Raleigh, No. CarolinaMIL-spec board maker Thales Computers now offers a 400-MHz version of its existing VCE405 Connectivity Engine. Significantly, this frequency upgrade dissipates as little as 7-W of power, which is a 50% gain in performance with the same power as Thales's 266-MHz predecessor product. Pricing starts at about less than $2400 a pop, in single quantity orders.
Why is this product called a Connectivity Engine? That becomes apparent when you consider its I/O.
For starters, the VCE405 provides 100Base-TX Ethernet, with auto-negotiation to 10Base-T when connected to networks not capable of 100-Mbit/s operation. The Ethernet MAC (media access controller) is a generic implementation of Ethernet's MAC protocol, complying with ANSI/IEEE-802.3 and the IEEE-802.3u supplement.

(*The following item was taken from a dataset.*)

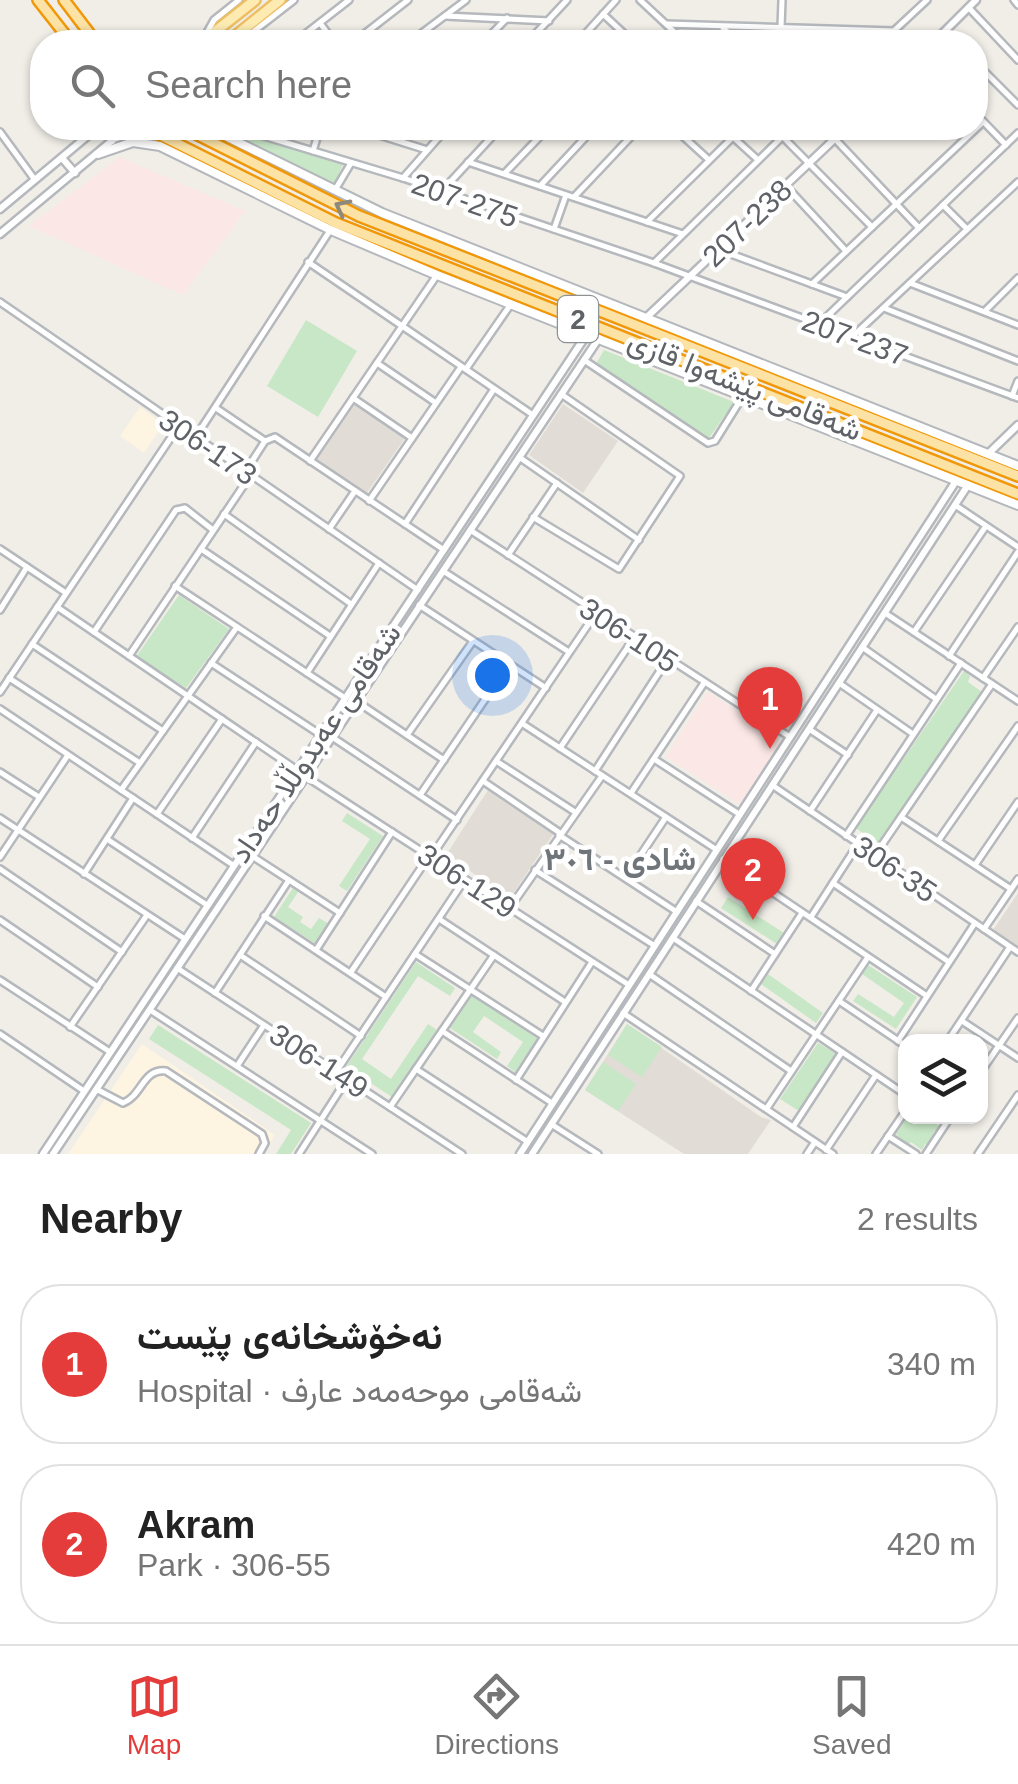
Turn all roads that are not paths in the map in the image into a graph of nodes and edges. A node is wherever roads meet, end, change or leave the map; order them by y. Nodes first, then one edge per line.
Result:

The Connectivity Engine also offers a total of six serial lines. Two asynchronous EIA-232 lines are supplied, and two so-called ESCC (Enhanced Serial Communications Controllers) from Zilog provide four additional EIA-232/422/485-configurable serial lines. In all, you get two synchronous/asynchronous serial lines and two asynchronous serial lines.
Look Ma, No Heatsinks
Because of the board's low power, it doesn't require heatsinks, making it suitable for applications such as flight control systems on helicopters, where a weight restriction might exist. The VCE405 board runs so little power that it's able to be cooled by natural convection in an 85°C environment. However, ruggedized conduction-cooled versions and air-cooled versions are also available.
The VCE405 Connectivity Engine also runs an IBM/AMCC low power PowerPC 405GPr processor. The general architecture of the 405GPr consists of a 64-bit 133 MHz PLB (processor local bus), and a 32-bit 44.33 (133/3) MHz OPB (on-chip peripheral bus).
The PPC405GPr is powered by a PowerPC 405B3 embedded core. The core tightly couples a 400-MHz CPU, MMU (memory management unit), 16-kbyte instruction cache, and 16-kbyte data cache, as well as debug logic. This finely-tuned core reduces data transfer overhead and minimizes pipeline stalls to greatly improve performance.
Two Mezzanine Slots, Too
The 6U-sized VCE405 includes two 64-bit PMC (PCI bus mezzanine) slots for I/O. Should additional features be required, Thales Computers provides other off-the-shelf PMCs for commercial-grade or harsh-environment applications. These include add-ons for networking (including Ethernet and ATM), additional serial lines, parallel I/O, graphics, and more. The local memory of the card consists of 128-Mbytes of SDRAM (synchronous DRAM), and 8 Mbytes of flash.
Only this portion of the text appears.